▶ **Exercise data**:
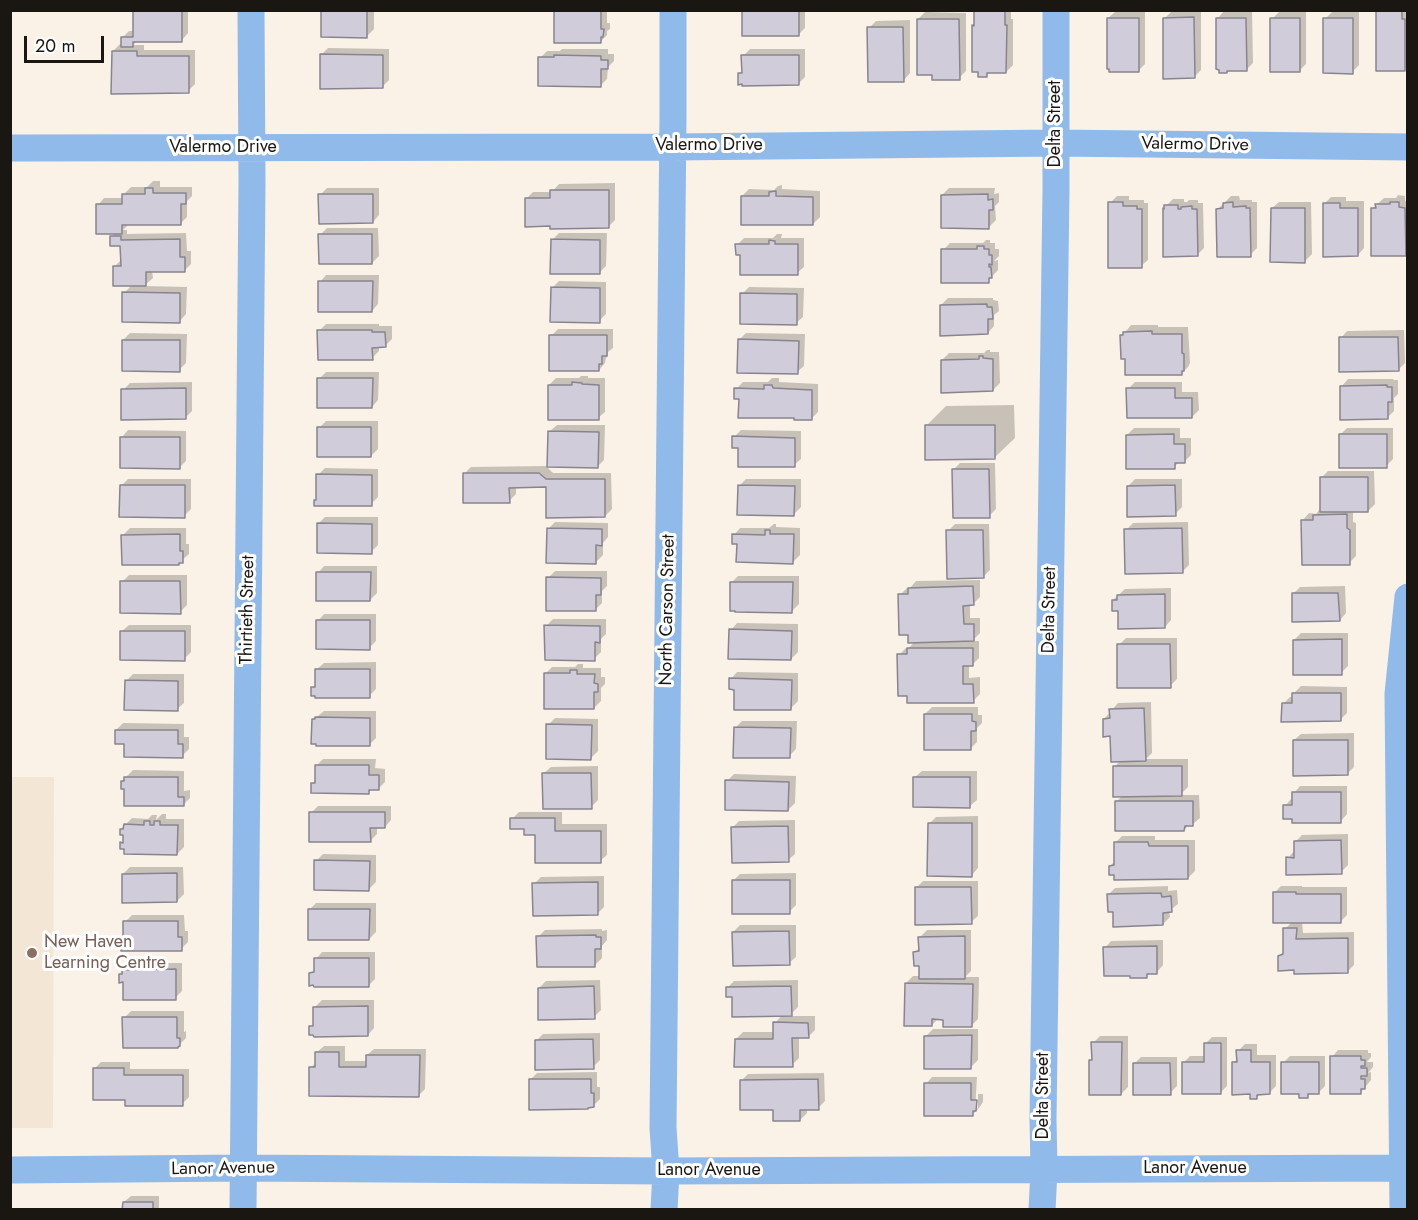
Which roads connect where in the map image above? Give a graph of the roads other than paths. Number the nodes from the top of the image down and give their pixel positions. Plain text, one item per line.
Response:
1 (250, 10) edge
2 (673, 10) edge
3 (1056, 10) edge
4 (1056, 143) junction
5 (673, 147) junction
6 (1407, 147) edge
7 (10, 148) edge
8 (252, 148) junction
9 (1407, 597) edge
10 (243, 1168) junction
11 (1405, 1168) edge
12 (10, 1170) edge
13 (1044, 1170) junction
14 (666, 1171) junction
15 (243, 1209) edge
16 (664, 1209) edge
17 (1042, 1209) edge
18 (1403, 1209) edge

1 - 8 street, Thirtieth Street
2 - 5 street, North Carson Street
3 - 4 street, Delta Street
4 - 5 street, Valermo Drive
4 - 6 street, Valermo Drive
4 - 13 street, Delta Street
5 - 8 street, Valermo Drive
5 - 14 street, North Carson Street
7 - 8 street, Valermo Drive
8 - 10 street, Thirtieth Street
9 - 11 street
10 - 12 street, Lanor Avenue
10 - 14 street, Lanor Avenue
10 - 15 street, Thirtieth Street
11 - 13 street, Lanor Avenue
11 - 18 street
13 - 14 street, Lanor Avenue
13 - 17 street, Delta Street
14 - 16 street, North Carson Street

▶ **Task item**: Make an exact copy of all the material, but keep the pictures out of it.

▶ **Result of the exercise**:
Which roads connect where in the map image above? Give a graph of the roads other than paths. Number the nodes from the top of the image down and give their pixel positions. Plain text, one item per line.
Response:
1 (250, 10) edge
2 (673, 10) edge
3 (1056, 10) edge
4 (1056, 143) junction
5 (673, 147) junction
6 (1407, 147) edge
7 (10, 148) edge
8 (252, 148) junction
9 (1407, 597) edge
10 (243, 1168) junction
11 (1405, 1168) edge
12 (10, 1170) edge
13 (1044, 1170) junction
14 (666, 1171) junction
15 (243, 1209) edge
16 (664, 1209) edge
17 (1042, 1209) edge
18 (1403, 1209) edge

1 - 8 street, Thirtieth Street
2 - 5 street, North Carson Street
3 - 4 street, Delta Street
4 - 5 street, Valermo Drive
4 - 6 street, Valermo Drive
4 - 13 street, Delta Street
5 - 8 street, Valermo Drive
5 - 14 street, North Carson Street
7 - 8 street, Valermo Drive
8 - 10 street, Thirtieth Street
9 - 11 street
10 - 12 street, Lanor Avenue
10 - 14 street, Lanor Avenue
10 - 15 street, Thirtieth Street
11 - 13 street, Lanor Avenue
11 - 18 street
13 - 14 street, Lanor Avenue
13 - 17 street, Delta Street
14 - 16 street, North Carson Street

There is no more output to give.